Title II mandates that anyone who comes into contact with an individual’s medical records must take active steps to keep the data private and secure. The people and organizations who fall under the law’s umbrella, often termed as covered entities do not just include obvious candidates like doctors and nurses but also IT vendors or third-party billing companies and anyone who touches patient information.

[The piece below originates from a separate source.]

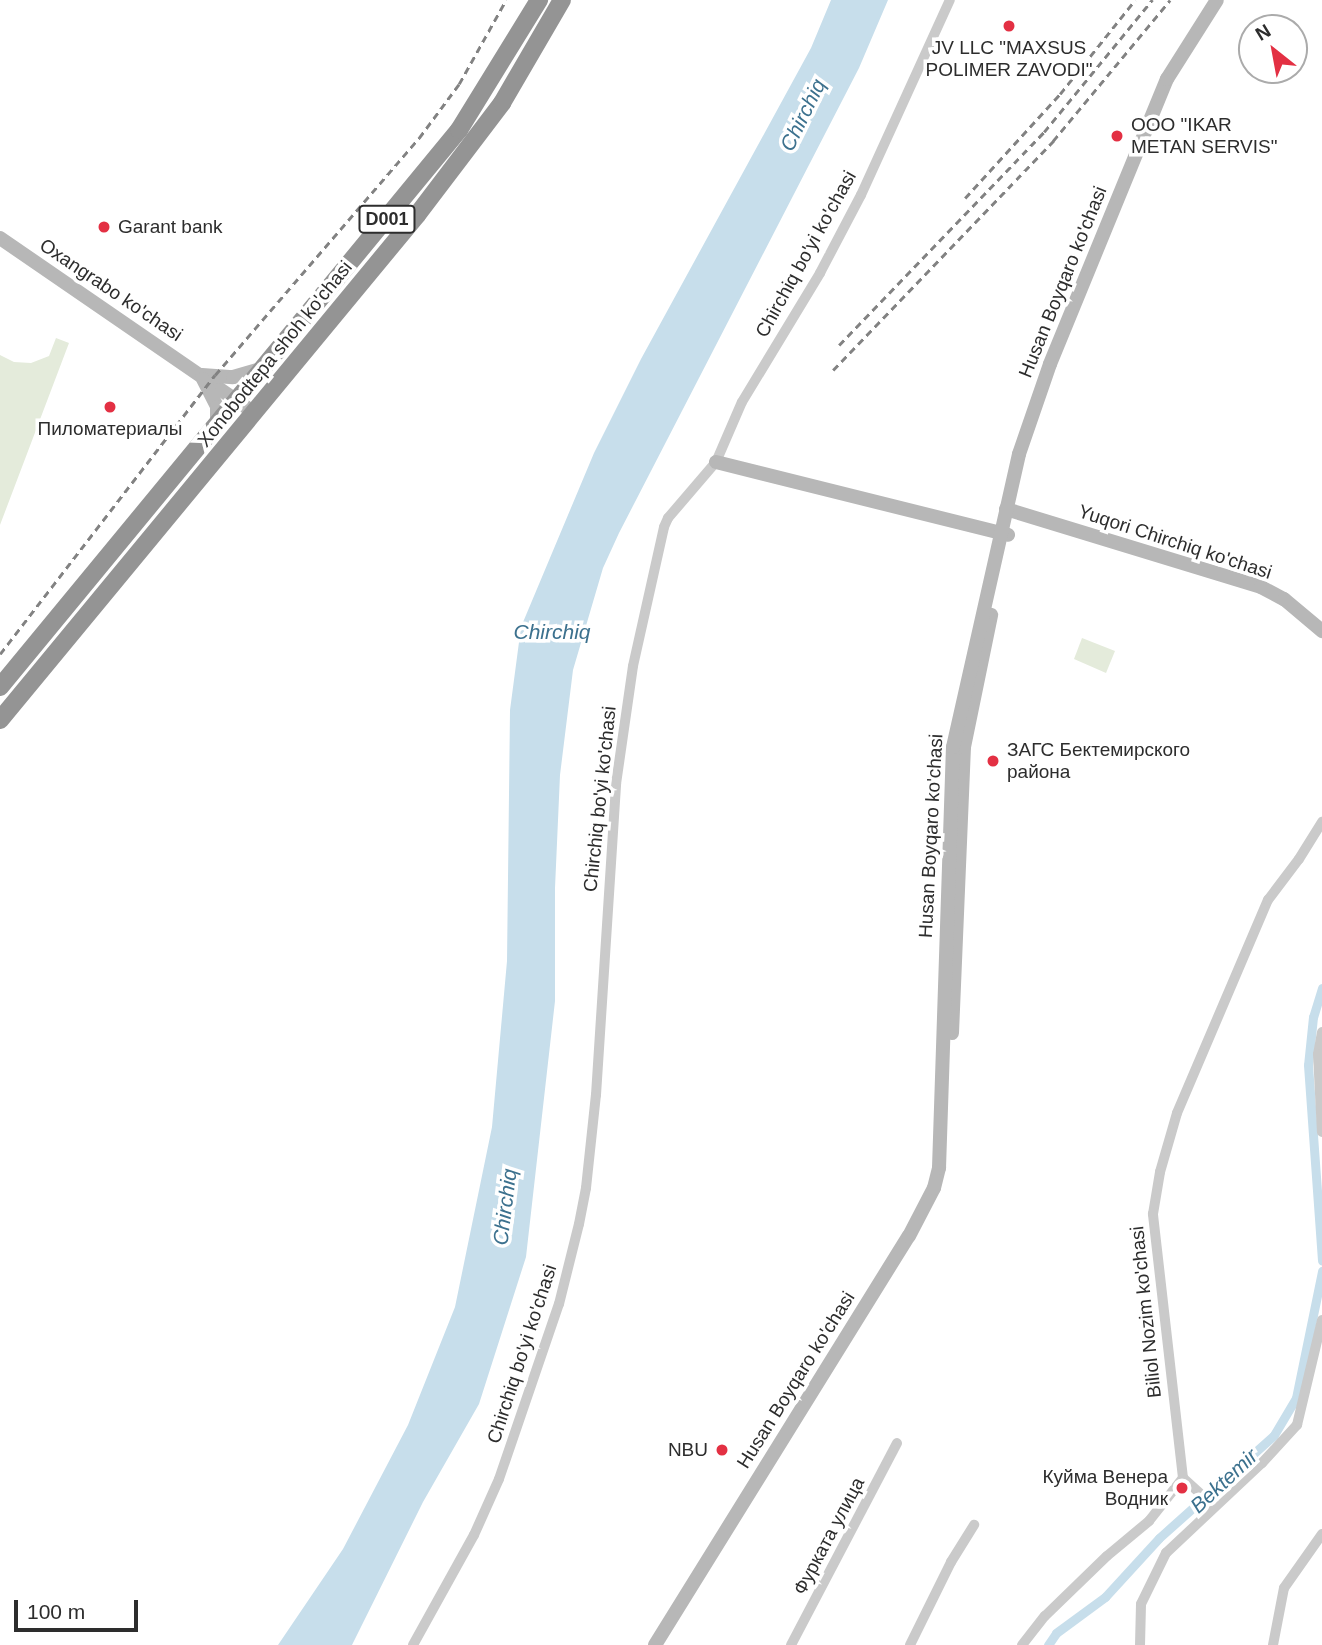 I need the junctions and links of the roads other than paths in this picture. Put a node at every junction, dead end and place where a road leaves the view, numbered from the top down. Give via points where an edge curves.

On that note, let’s take a look at the most important rules of this law.
The HIPAA Privacy Rule
The HIPAA Privacy Rule was developed in 2003 and set restrictions for how Protected Health Information (PHI) should be developed. It imposed a balancing act on covered entities. At one end of the spectrum, it understands that for the healthcare system to function properly, PHI needs to be accessed by various individuals, organizations, and other entities. On the other end of the spectrum, it mandates that patient’s medical record and personally identifiable information remains secured and private.
The solution to this problem is the HIPAA Minimum Necessary Standard. The Privacy Rule’s minimum necessary standard requires individuals to have access to PHI they need to perform their jobs but nothing beyond that.
To comply with the HIPAA Privacy Rule, providers must take reasonable administrative steps that range from designating a privacy officer to training staff members of Privacy Rule requirements to providing patients with the Notice of Privacy Practices (NPP).
The Privacy Rule also mandates that patients themselves can access their own medical records and may even make copies or amendments upon request.
The HIPAA Security Rule
The HIPAA Security Rule can be quite extensive and arduous to follow. Covered entities, as well as business associates, must implement appropriate administrative, technical, and physical safeguards to protect PHI in electronic forms (ePHI). The safeguards must be reasonable and appropriate in congruence with the practice or business functions. Examples of administrative measures include workforce training and risk analyses, physical safeguards include installing CCTV cameras, and technical measures like implementing cybersecurity software solutions.
The overall objectives should be to:
- Ensure the confidentiality, integrity, and availability of all ePHI handled or transmitted
- Protect against reasonably anticipated threats to the security or integrity of the information
- Protect against reasonably anticipated but impermissible uses or disclosures
- Ensure workplace compliance
The good thing is the Security Rule does not mandate any specific measures. Instead, organizations have the flexibility to apply appropriate safeguards depending on the size, environment, and technical aspects of their business. But this flexibility also brings with it ambiguity for organizations as to whether their implementations are truly HIPAA compliant.
Besides a bulk of that is involved in meeting the requirements of the HIPAA Privacy and Security Rule, there are also some other minor requirements as well. Such as all covered entities must have a National Provider Identifier and adhere to the Transaction and Code Set Standards for electronic data interchange.
Due to the complexity of the HIPAA Privacy and Security requirements, there are software packages that can help your company in compliance with the law. Some compliance solution providers even offer customized solutions to your company’s needs as well as resources like training and certification.
Keep in mind that it’s not just doctors and nurses that need to comply with the law. Anyone selling products or services to anyone in the healthcare industry must be aware of the HIPAA rules and requirements. This may even include lawyers, computer programmers, cloud service providers, or anyone that may come into contact with medical records.